I curl my hand around the shard until it bites into my palm, red dripping fast. I don’t let go. I let it brand me.

This isn’t his lesson anymore. It’s mine.

The cage was meant to silence me, to strip me down into obedience. But silence isn’t emptiness—it’s space. Space to think. To sharpen. To become something he can’t predict.

I move through the room, leaving bloody prints across the papers, across the bed frame, across the walls. My mark, not his. My body may be bound, but the room is mine now.

The necklace lies tangled in the sheets where I dropped it last night. I lift it, chain sticky with blood, charm bent and sharp. It cuts my fingers as I wind it around my wrist, tighter, tighter, until it bites deep.

A weapon disguised as jewellery. A collar disguised as choice.

Let him see it and think I’ve surrendered. Let him believe I’ve folded. He’ll never notice the moment I bite back until it’s already too late.

I press the glass shard against my thigh, just enough to slice a thin line, fresh blood welling fast. I smear it down the wall in a crooked streak, dark and wet, a message he won’t understand.

Not a plea.
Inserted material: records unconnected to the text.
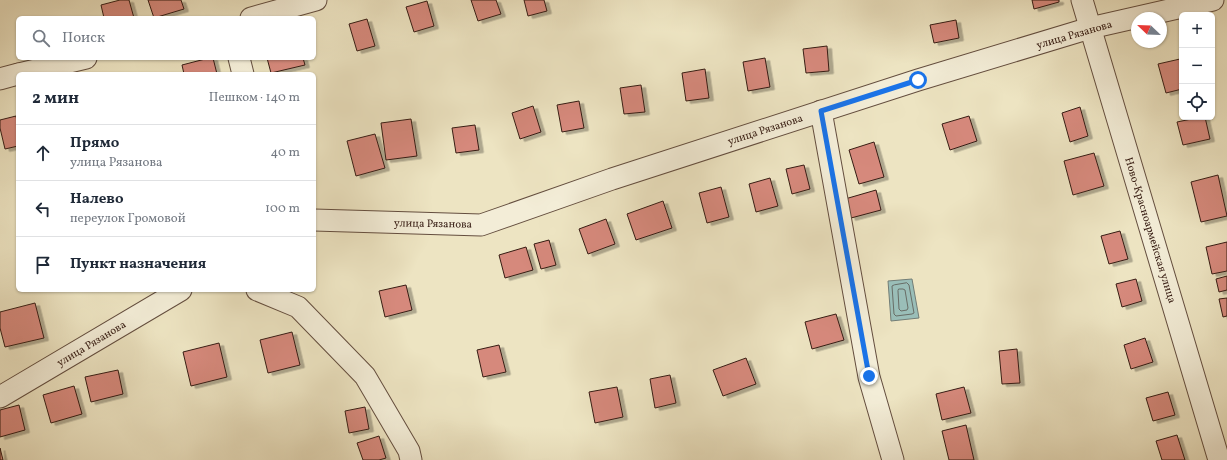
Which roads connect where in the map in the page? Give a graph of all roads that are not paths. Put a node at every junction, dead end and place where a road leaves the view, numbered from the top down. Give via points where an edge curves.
1 (316, 0) edge
2 (1082, 0) edge
3 (1213, 0) edge
4 (276, 5) edge
5 (255, 16) edge
6 (1090, 28) junction
7 (78, 60) edge
8 (240, 60) edge
9 (27, 72) edge
10 (242, 72) edge
11 (16, 75) edge
12 (0, 79) edge
13 (821, 111) junction
14 (316, 220) edge
15 (179, 292) edge
16 (262, 292) edge
17 (0, 397) edge
18 (889, 459) edge
19 (411, 460) edge
20 (1219, 460) edge

1 - 4 street
2 - 6 street, Ново-Красноармейская улица
3 - 6 street, улица Рязанова
4 - 5 street
6 - 13 street, улица Рязанова
6 - 20 street, Ново-Красноармейская улица
7 - 9 street
8 - 10 street
11 - 12 street
13 - 14 street, улица Рязанова via 481,225
13 - 18 street via 869,376
15 - 17 street, улица Рязанова
16 - 19 street via 298,307 365,376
Not a curse.

A vow.

The girl he bought is gone.

The thing that takes her place will make him choke on every page of his contract.

I sink onto the bed again, my body humming with pain and defiance, and stare straight into the red blink of the camera.

“Watch me,” I whisper. My lips curve sharp, feral, blood smeared across my teeth.

And for the first time, I hope he’s listening.

Because resurrection isn’t survival.

It’s war.

The glass fits my hand like it was made for me. Sharp. Honest. A sliver of myself carved from the wreckage.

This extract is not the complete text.